All of lore.kernel.org
 help / color / mirror / Atom feed
From: Mel Gorman <mgorman@techsingularity.net>
To: "Darrick J. Wong" <djwong@kernel.org>
Cc: Andrew Morton <akpm@linux-foundation.org>,
	NeilBrown <neilb@suse.de>, Theodore Ts'o <tytso@mit.edu>,
	Andreas Dilger <adilger.kernel@dilger.ca>,
	Matthew Wilcox <willy@infradead.org>,
	Michal Hocko <mhocko@suse.com>,
	Dave Chinner <david@fromorbit.com>,
	Rik van Riel <riel@surriel.com>, Vlastimil Babka <vbabka@suse.cz>,
	Johannes Weiner <hannes@cmpxchg.org>,
	Jonathan Corbet <corbet@lwn.net>, Linux-MM <linux-mm@kvack.org>,
	Linux-fsdevel <linux-fsdevel@vger.kernel.org>,
	LKML <linux-kernel@vger.kernel.org>
Subject: Re: [PATCH 3/8] mm/vmscan: Throttle reclaim when no progress is being made
Date: Wed, 24 Nov 2021 14:35:59 +0000	[thread overview]
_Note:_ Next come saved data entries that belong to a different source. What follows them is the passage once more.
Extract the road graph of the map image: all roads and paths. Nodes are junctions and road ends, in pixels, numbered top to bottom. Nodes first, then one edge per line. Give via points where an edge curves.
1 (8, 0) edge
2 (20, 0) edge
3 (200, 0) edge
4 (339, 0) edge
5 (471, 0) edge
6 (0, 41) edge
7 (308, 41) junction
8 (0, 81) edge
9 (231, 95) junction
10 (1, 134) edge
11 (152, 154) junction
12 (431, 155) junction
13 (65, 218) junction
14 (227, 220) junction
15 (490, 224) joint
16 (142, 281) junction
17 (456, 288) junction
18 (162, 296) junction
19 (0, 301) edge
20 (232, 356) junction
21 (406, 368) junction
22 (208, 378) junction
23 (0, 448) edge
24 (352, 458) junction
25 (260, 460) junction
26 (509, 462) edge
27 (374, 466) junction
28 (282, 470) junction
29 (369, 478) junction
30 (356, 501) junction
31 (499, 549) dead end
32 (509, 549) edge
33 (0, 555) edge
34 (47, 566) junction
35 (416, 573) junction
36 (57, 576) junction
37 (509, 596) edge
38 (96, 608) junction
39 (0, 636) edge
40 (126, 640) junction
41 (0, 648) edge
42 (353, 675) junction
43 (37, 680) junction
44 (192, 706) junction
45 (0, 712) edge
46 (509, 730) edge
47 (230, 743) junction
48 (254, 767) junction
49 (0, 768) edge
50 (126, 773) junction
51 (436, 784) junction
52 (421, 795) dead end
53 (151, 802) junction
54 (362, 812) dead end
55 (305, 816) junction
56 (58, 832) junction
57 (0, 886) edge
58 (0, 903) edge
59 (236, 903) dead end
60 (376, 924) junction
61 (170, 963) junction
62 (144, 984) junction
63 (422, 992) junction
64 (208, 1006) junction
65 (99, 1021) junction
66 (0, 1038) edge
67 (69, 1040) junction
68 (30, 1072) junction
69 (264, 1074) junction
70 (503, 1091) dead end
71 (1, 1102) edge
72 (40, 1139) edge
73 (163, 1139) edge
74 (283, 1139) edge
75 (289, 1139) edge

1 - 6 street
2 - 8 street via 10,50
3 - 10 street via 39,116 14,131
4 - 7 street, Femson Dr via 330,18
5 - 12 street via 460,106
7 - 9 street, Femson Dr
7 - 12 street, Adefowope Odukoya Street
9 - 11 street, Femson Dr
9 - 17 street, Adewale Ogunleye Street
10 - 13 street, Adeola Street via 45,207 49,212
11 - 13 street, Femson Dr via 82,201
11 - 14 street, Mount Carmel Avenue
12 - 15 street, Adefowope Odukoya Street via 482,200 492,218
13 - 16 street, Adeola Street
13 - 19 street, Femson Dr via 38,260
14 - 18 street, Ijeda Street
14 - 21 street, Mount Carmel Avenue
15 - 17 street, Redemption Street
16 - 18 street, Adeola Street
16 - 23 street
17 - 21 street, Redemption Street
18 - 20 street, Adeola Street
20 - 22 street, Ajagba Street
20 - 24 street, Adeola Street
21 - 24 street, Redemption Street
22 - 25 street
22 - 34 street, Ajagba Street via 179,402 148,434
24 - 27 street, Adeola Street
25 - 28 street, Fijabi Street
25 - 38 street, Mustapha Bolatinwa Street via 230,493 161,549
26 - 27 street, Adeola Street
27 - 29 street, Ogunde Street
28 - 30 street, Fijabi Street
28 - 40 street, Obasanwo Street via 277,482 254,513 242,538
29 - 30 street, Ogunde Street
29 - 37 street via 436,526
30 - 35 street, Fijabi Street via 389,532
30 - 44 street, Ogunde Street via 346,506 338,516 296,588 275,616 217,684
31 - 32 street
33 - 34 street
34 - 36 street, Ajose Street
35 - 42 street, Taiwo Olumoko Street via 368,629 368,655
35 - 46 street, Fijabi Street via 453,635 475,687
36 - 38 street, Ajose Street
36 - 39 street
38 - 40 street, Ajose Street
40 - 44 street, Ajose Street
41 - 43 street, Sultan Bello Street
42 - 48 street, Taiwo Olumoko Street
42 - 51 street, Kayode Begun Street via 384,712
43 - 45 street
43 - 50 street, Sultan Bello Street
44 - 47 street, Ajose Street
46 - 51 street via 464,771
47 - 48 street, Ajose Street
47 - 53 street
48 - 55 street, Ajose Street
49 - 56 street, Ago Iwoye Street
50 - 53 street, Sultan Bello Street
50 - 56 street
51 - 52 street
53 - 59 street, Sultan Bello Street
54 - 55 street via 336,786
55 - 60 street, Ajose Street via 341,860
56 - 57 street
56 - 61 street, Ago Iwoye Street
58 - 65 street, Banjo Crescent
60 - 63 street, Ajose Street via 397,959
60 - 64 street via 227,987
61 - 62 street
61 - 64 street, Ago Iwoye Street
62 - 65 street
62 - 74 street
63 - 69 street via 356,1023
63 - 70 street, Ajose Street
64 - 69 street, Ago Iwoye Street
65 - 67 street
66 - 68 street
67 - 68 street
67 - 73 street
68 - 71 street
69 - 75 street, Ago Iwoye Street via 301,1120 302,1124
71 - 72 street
Message-ID: <20211124143559.GI3366@techsingularity.net> (raw)
In-Reply-To: <20211124014914.GB265983@magnolia>

On Tue, Nov 23, 2021 at 05:49:14PM -0800, Darrick J. Wong wrote:
> > Ever since Christoph broke swapfiles, I've been carrying around a little
> > fstest in my dev tree[1] that tries to exercise paging things in and out
> > of a swapfile.  Sadly I've been trapped in about three dozen customer
> > escalations for over a month, which means I haven't been able to do much
> > upstream in weeks.  Like submit this test upstream. :(
> > 
> > Now that I've finally gotten around to trying out a 5.16-rc2 build, I
> > notice that the runtime of this test has gone from ~5s to 2 hours.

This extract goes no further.